> _Goal of the exercise_
Locate every line in the material below that has the word "Fairview". Copy each of those lines.

> _Provided records_
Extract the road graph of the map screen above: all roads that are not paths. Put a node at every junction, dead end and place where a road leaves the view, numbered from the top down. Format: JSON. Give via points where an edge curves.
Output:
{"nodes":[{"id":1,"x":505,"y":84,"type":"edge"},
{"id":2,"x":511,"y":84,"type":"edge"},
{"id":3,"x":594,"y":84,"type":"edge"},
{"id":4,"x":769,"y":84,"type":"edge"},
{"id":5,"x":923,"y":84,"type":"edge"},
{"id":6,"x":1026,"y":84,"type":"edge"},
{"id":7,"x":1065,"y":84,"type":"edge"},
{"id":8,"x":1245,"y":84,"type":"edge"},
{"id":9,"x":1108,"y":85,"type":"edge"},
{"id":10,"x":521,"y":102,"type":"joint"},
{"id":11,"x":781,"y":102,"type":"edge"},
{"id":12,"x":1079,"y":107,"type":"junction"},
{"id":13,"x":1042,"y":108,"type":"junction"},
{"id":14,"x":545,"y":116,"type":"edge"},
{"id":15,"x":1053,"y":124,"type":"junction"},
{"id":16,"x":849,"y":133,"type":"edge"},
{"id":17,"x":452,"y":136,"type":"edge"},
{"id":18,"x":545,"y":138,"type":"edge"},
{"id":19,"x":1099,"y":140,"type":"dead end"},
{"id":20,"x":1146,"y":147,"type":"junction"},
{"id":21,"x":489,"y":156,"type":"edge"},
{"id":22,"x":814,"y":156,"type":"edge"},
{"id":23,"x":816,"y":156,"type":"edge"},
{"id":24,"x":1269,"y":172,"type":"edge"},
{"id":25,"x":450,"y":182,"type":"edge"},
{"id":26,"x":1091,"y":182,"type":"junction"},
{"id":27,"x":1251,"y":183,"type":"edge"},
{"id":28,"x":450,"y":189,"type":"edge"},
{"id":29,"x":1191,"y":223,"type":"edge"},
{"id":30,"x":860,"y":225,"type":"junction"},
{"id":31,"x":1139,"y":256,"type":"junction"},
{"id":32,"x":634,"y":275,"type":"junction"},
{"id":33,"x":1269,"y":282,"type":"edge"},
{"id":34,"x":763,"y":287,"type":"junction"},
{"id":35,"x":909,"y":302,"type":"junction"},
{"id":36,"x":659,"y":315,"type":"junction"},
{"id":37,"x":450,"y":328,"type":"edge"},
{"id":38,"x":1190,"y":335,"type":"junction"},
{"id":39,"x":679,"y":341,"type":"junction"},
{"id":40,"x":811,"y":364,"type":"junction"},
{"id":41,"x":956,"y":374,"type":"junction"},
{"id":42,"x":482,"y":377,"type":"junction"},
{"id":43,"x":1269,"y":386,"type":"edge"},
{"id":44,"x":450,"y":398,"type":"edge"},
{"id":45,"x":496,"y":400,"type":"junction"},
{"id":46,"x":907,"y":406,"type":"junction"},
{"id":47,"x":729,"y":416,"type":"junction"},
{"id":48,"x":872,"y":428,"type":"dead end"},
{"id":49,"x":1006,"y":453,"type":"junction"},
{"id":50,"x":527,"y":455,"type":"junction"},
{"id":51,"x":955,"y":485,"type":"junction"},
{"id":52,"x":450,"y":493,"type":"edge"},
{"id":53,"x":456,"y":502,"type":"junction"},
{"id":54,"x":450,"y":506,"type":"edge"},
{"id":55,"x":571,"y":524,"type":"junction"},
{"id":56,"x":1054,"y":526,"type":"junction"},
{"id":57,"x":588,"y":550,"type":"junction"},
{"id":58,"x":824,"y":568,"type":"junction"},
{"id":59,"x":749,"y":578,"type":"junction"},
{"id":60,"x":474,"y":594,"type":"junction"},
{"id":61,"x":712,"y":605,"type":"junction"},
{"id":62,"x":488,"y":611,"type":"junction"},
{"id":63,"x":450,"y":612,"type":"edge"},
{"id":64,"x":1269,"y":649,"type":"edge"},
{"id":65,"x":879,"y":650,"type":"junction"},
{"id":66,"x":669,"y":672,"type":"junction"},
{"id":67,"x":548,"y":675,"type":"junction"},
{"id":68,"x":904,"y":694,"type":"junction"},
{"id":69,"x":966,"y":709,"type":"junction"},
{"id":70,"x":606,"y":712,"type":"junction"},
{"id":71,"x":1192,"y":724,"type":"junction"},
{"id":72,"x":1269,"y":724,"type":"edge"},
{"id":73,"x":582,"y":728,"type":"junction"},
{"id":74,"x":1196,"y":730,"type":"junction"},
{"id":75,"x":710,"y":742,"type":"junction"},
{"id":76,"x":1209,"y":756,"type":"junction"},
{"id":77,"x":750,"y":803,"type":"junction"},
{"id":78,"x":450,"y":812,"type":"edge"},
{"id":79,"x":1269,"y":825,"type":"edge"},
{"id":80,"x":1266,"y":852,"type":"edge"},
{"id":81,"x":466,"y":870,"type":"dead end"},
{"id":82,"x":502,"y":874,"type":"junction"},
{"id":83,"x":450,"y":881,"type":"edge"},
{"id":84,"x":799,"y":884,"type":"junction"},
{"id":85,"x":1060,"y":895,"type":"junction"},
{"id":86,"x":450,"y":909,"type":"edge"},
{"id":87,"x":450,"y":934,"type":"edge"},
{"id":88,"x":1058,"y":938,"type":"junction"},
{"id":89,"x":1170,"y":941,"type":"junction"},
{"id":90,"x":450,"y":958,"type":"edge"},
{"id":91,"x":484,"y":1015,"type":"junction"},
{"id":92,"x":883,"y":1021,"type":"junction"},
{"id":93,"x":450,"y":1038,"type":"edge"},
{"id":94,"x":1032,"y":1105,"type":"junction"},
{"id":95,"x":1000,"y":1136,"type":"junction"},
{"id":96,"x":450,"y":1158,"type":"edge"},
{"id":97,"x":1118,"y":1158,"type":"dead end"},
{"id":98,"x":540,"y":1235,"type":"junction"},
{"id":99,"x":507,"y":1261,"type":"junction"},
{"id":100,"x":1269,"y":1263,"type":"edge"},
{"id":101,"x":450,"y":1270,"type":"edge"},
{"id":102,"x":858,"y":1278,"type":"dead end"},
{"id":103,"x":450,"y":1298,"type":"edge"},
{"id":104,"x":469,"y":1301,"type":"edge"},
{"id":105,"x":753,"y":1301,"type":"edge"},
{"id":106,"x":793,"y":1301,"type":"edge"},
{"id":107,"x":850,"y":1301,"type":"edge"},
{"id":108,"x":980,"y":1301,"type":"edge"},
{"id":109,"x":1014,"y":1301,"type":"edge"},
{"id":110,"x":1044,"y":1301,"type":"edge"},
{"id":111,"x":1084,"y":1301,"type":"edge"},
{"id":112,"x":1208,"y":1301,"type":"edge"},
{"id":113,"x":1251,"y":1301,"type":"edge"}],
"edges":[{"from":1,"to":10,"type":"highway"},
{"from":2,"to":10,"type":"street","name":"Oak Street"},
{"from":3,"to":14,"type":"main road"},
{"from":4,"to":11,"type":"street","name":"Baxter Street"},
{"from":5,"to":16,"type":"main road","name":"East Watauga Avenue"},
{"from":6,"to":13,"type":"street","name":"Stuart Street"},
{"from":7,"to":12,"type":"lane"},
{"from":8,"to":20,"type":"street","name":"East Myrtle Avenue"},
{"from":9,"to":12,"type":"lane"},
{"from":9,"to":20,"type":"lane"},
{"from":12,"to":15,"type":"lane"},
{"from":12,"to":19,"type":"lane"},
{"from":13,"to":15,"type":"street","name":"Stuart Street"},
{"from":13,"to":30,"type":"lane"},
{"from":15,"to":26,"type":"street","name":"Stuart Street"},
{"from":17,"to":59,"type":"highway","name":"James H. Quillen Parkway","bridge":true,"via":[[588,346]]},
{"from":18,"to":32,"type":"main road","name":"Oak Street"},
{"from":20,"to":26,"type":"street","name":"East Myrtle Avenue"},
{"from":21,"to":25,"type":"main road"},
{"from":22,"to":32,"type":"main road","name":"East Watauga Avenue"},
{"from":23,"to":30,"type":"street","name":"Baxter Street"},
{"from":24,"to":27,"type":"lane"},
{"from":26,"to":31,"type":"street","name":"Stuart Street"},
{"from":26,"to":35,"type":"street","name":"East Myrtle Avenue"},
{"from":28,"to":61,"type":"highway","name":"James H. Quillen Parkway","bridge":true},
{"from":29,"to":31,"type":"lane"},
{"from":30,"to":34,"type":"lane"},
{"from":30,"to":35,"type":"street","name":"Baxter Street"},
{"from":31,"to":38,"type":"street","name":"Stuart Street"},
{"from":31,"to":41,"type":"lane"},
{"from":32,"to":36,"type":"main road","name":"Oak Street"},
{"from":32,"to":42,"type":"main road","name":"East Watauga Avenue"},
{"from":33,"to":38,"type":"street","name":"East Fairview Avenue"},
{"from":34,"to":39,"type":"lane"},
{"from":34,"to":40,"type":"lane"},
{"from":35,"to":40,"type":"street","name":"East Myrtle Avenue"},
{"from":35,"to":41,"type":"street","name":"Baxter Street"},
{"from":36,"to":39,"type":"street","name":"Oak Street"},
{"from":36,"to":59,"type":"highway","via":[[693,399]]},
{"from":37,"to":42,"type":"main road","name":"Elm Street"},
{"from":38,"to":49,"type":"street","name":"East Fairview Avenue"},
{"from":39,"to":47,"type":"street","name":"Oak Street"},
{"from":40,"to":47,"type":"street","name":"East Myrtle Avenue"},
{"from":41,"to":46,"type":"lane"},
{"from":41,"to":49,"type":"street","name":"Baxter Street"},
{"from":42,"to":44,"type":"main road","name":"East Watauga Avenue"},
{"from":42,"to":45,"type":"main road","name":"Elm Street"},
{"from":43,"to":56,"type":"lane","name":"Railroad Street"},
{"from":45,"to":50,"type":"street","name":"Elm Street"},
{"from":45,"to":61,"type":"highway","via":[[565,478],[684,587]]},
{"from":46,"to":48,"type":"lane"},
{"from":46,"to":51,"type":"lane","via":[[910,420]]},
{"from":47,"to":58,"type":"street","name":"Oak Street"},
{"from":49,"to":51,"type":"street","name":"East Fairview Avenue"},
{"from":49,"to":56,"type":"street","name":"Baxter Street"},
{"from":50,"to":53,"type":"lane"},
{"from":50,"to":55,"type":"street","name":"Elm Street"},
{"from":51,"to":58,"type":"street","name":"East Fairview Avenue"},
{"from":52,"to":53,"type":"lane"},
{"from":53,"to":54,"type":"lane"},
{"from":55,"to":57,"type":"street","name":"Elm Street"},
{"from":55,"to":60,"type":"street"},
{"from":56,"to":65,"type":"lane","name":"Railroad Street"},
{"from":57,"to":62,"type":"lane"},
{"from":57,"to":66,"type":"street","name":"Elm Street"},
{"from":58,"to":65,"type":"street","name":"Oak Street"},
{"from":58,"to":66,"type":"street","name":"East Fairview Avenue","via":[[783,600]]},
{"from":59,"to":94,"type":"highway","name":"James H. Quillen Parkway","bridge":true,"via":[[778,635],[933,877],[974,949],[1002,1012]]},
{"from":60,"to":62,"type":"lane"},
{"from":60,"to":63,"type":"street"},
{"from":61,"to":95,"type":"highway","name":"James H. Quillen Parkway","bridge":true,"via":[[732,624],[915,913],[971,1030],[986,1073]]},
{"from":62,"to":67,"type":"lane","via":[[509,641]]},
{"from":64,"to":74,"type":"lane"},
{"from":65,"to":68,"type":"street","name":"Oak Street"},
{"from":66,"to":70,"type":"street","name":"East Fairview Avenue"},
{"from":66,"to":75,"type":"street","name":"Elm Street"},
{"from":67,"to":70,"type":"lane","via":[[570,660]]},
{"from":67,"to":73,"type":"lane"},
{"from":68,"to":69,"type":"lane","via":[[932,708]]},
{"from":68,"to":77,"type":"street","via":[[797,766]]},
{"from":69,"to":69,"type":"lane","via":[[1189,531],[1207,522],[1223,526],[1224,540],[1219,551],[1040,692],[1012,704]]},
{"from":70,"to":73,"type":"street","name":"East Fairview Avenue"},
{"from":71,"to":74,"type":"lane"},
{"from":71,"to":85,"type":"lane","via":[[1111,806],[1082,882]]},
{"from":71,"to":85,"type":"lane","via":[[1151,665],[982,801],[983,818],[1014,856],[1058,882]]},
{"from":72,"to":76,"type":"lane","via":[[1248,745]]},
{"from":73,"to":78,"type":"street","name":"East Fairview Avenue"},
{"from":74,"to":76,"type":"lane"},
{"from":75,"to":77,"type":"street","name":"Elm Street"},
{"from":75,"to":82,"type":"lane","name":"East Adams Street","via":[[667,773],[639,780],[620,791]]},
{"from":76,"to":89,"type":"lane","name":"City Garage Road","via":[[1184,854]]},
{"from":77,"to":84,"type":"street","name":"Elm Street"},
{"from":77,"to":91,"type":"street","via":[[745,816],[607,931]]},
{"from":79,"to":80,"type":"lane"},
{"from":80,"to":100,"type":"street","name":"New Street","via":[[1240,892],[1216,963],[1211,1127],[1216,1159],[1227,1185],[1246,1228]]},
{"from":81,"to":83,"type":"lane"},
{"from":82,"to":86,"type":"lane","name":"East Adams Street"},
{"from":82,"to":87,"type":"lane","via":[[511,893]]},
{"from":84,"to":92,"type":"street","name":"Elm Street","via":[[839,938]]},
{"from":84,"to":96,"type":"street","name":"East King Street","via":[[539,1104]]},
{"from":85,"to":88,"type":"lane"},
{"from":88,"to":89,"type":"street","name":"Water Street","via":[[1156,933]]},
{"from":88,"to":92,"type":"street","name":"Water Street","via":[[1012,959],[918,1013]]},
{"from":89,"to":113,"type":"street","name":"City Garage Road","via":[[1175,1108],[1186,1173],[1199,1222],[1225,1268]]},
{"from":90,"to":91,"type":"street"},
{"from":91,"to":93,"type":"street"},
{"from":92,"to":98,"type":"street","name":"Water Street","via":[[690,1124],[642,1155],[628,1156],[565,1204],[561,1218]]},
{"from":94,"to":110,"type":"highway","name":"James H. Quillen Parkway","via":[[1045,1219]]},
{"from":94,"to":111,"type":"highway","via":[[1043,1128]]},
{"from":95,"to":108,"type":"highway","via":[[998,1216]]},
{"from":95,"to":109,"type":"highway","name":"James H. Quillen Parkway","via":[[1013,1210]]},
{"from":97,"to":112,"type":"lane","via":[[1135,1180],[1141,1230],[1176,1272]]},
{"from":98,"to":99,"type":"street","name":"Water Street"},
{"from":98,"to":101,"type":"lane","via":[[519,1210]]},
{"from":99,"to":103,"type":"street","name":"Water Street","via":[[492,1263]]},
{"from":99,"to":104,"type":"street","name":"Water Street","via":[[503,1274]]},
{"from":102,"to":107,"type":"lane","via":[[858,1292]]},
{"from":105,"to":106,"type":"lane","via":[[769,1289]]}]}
...
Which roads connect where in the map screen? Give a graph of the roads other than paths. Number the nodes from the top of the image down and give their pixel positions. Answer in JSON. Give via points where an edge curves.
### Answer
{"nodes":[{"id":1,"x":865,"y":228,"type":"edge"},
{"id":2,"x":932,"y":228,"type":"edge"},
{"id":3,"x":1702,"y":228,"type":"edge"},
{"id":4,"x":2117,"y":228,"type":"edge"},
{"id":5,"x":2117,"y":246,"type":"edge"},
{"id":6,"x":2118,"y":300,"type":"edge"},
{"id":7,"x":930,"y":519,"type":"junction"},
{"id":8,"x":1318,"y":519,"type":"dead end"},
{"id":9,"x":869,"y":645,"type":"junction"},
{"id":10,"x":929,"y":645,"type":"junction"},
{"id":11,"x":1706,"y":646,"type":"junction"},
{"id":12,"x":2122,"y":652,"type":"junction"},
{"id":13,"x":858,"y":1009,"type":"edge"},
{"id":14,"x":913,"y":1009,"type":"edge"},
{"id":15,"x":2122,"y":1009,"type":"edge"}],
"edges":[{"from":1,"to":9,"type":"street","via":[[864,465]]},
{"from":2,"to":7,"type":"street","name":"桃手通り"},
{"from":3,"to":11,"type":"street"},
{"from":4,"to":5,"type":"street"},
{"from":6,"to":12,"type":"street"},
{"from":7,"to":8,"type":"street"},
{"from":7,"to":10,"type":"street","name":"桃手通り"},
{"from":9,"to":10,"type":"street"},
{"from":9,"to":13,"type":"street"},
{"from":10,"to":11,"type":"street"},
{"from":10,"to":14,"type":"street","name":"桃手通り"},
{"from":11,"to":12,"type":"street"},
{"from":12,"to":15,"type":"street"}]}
--
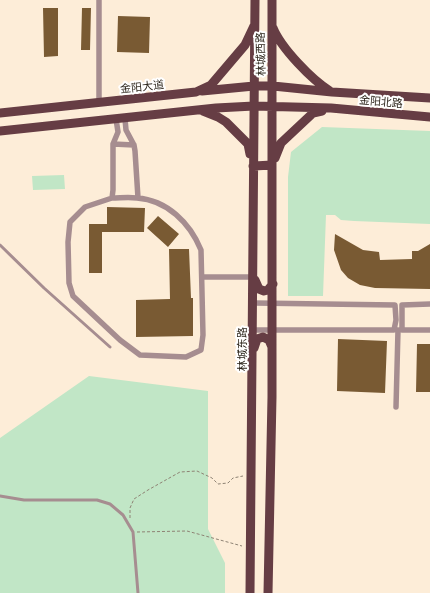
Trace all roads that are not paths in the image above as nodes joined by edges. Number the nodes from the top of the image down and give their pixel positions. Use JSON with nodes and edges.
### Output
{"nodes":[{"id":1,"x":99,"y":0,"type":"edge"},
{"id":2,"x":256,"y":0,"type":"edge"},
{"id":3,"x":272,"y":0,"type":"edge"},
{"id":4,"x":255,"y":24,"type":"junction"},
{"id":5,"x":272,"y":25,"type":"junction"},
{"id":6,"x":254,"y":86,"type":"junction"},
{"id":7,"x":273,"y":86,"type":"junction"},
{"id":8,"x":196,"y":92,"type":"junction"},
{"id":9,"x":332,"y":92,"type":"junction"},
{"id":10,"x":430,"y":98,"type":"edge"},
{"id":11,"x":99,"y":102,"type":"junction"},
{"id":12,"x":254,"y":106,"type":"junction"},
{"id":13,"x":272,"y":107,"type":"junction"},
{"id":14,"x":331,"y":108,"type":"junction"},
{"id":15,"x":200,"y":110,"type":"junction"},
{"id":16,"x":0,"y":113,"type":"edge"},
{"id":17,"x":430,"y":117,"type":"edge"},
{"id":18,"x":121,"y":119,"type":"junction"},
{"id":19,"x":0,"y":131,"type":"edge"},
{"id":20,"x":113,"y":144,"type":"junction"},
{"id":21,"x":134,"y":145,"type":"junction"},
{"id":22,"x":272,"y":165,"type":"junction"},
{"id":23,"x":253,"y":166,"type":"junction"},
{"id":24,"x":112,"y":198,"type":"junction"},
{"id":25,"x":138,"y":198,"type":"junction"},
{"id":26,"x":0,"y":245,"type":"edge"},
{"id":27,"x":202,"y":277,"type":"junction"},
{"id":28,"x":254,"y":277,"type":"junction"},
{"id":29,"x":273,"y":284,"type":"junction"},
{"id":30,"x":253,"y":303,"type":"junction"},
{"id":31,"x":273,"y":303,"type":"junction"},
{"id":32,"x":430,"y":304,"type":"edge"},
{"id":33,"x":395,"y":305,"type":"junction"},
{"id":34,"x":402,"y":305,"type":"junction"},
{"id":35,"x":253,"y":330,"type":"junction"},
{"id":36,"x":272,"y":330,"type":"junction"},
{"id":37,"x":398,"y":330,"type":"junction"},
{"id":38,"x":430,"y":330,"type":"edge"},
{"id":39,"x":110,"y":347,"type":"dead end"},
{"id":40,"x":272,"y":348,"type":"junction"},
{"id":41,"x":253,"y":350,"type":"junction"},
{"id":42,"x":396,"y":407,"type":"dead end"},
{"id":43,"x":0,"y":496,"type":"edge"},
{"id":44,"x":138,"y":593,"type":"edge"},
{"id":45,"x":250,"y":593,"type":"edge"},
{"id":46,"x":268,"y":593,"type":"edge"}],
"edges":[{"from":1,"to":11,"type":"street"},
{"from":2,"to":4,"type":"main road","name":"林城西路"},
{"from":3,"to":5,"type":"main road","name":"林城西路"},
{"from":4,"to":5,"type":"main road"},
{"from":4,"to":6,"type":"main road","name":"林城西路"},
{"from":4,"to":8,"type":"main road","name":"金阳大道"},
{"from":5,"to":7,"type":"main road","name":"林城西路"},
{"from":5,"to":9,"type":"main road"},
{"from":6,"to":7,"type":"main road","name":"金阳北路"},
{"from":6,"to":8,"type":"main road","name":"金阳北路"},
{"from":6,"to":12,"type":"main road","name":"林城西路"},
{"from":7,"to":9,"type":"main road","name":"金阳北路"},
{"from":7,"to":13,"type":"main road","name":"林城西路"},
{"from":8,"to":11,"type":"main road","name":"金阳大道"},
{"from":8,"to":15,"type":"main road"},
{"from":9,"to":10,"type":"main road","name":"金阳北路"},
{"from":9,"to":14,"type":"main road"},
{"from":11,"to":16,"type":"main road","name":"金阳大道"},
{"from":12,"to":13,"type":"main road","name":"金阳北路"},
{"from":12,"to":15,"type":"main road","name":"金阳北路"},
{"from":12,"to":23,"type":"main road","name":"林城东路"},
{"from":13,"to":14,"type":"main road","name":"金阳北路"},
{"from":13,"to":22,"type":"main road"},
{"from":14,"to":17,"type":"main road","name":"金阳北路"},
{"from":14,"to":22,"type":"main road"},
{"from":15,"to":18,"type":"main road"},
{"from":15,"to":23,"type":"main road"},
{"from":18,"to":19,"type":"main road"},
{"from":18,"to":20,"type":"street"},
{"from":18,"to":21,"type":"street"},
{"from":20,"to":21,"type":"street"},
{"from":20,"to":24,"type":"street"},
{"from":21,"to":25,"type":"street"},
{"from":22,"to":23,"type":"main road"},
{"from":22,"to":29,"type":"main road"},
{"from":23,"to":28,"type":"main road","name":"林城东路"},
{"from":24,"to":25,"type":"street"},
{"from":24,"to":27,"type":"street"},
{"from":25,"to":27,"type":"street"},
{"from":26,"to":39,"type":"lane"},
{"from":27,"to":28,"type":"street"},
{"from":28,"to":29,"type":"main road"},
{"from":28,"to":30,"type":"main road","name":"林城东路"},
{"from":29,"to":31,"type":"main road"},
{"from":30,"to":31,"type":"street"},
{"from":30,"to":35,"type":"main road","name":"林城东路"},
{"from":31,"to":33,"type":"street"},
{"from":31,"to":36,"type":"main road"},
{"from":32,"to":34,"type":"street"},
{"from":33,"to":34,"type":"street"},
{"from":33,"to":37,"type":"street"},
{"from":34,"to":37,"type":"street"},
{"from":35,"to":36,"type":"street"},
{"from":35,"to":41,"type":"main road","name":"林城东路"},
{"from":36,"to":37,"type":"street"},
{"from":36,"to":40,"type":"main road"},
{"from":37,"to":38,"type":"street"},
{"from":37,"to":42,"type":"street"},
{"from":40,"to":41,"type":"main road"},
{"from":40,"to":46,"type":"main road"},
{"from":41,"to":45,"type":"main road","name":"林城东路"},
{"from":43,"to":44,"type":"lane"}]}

> _Output_
{"from":33,"to":38,"type":"street","name":"East Fairview Avenue"},
{"from":38,"to":49,"type":"street","name":"East Fairview Avenue"},
{"from":49,"to":51,"type":"street","name":"East Fairview Avenue"},
{"from":51,"to":58,"type":"street","name":"East Fairview Avenue"},
{"from":58,"to":66,"type":"street","name":"East Fairview Avenue","via":[[783,600]]},
{"from":66,"to":70,"type":"street","name":"East Fairview Avenue"},
{"from":70,"to":73,"type":"street","name":"East Fairview Avenue"},
{"from":73,"to":78,"type":"street","name":"East Fairview Avenue"},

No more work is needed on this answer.